The Fed, which is set to push through a smaller rate hike, may be hinting at fewer hikes

WASHINGTON – The Federal Reserve is poised to hike interest rates this week for the eighth time since March. But the Fed is likely to announce a smaller rate hike for the second consecutive month, and it may change some key words in its post-meeting statement on future rate hikes.

A change in its statement, if there is one, could be seen as a signal of an eventual pause in the Fed’s aggressive effort to raise borrowing costs. However, Chairman Jerome Powell is likely to emphasize that the Fed’s campaign to combat high inflation is far from over.

When its final meeting ends on Wednesday, the 19-member policymaking committee is expected to hike its key short-term interest rate, which affects much business and consumer credit, by a quarter-point. That would lift the rate to a range of 4.5% to 4.75%, its highest level in 15 years. The Fed’s move would follow a half-point hike in December and four three-quarter-point hikes before that.

The hefty rate hikes over the past year reflected the almost unanimous consensus among Fed officials that they must act quickly to raise borrowing costs in order to stem the worst inflationary spurt in more than 40 years. But with signs of weaker economic growth coupled with steadily lower inflation readings, reduced consumer spending and even some signs of a slowdown in the jobs market, the Fed is now navigating treacherous territory.

Less spending and hiring could help further reduce inflation. But many economists and Wall Street investors fear the Fed will hike rates too high — and leave them there for too long — causing a deep recession in the process. Based on their public statements, policymakers insist that unless they continue to fight inflation with tighter credit, price spikes could accelerate again and require even more painful suppression measures.

With uncertainty so high, several officials have said they prefer smaller rate hikes to allow time to assess the impact of their policies.

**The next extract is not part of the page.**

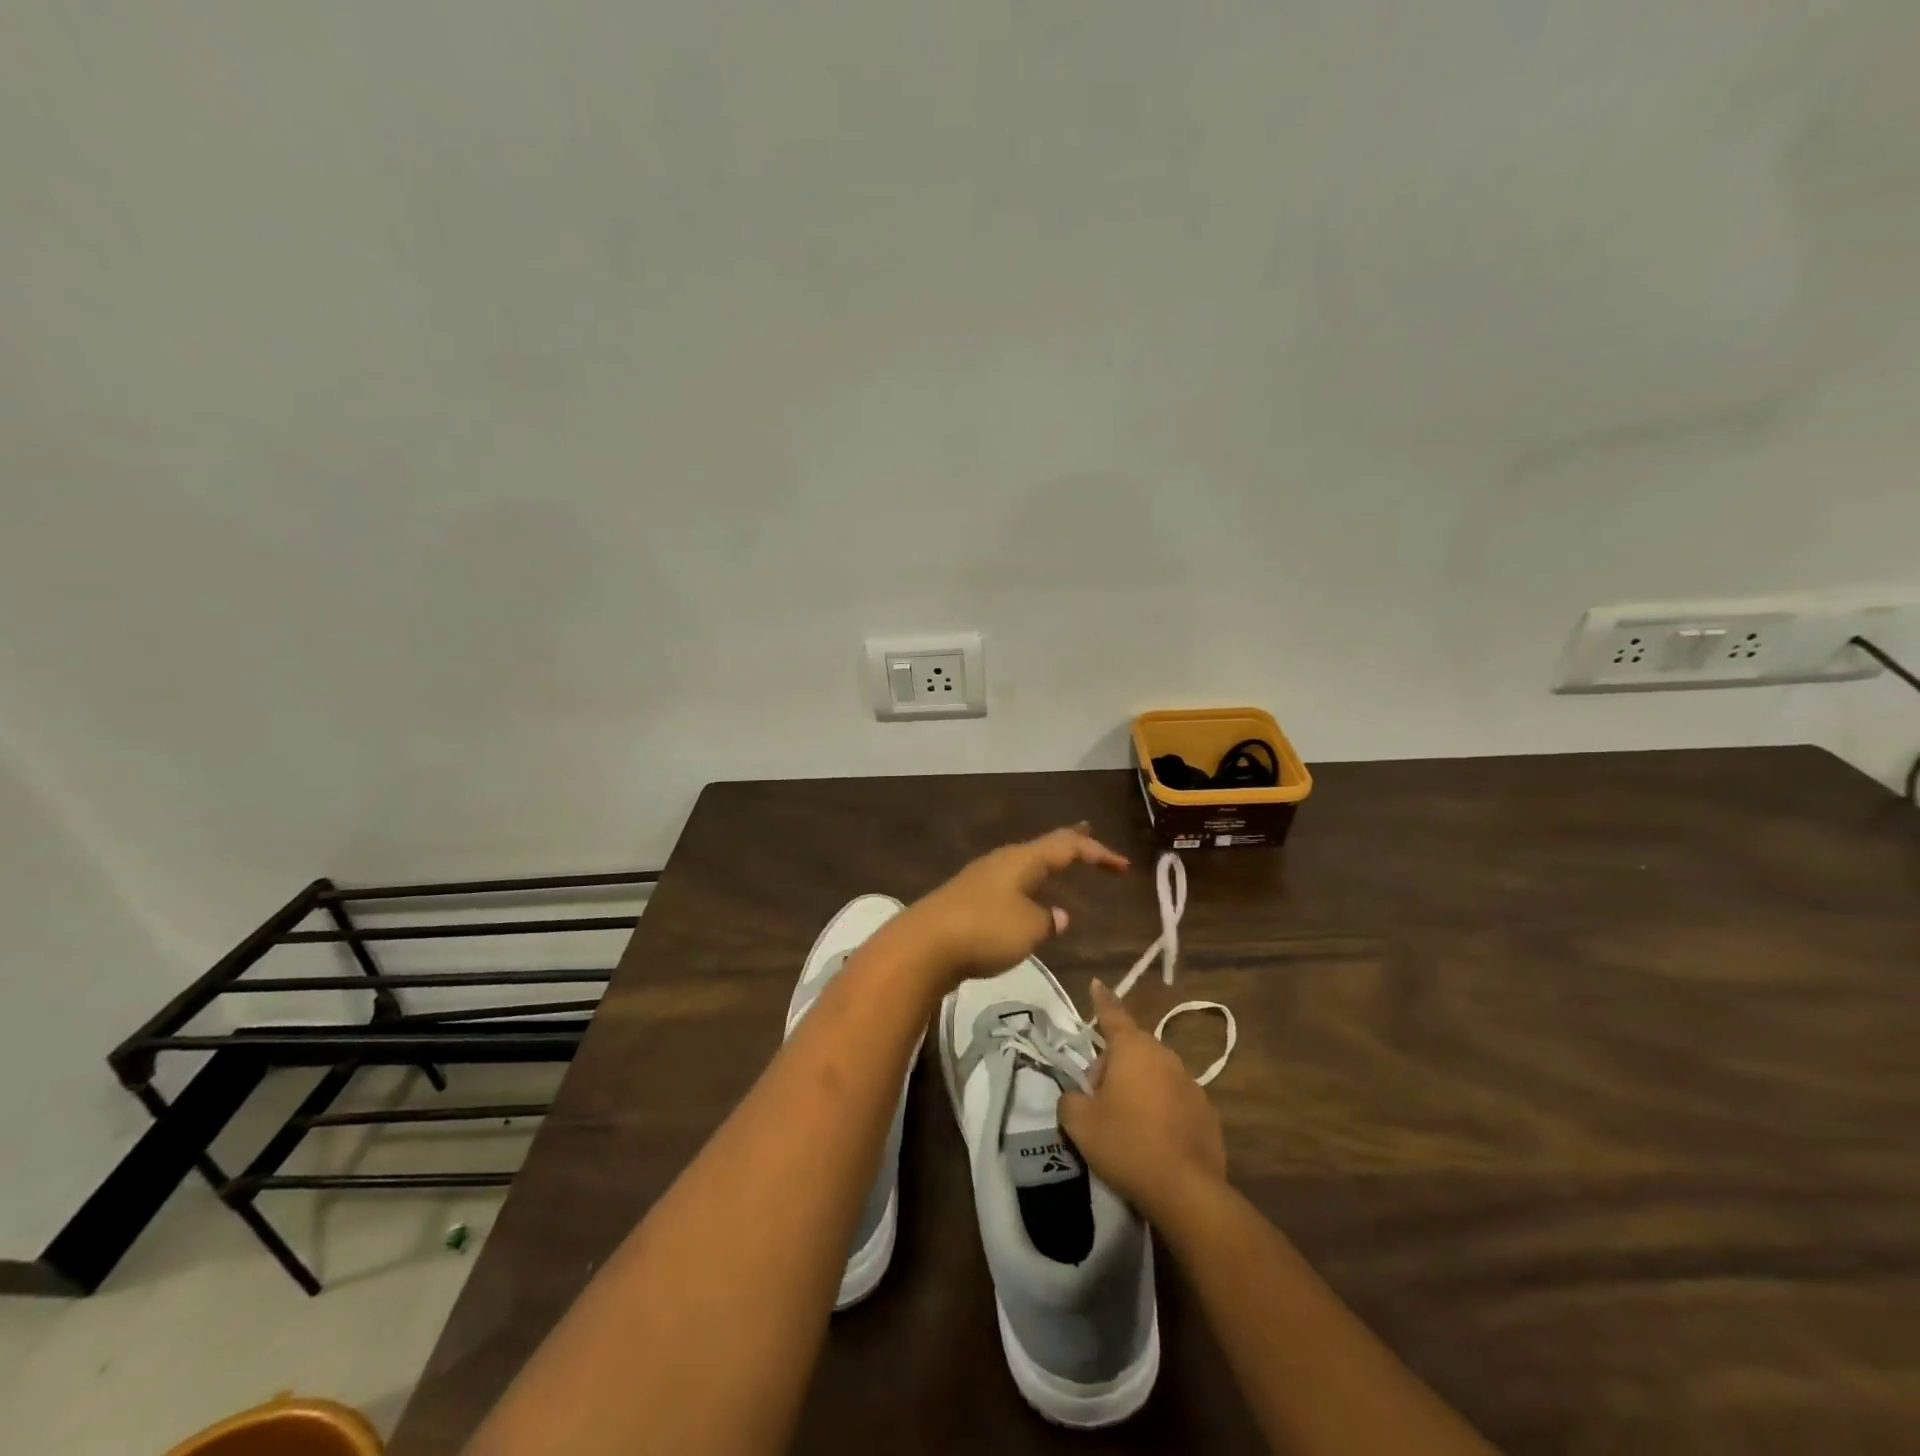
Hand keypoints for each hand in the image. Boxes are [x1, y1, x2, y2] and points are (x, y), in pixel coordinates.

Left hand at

“If you encounter foggy weather or a dangerous freeway on a car trip, it’s a good idea to slow down,” Lorie Logan, president of the Federal Reserve Bank of Dallas and a former senior New York Fed official, said in a speech earlier this month. “Likewise if you are a policy maker in today’s complex economic and financial environment.”

As the Fed ramps up rate hikes, Wall Street investors are excited that rate hikes are about to stop. That optimism has pushed stock prices higher and bond yields lower year-to-date.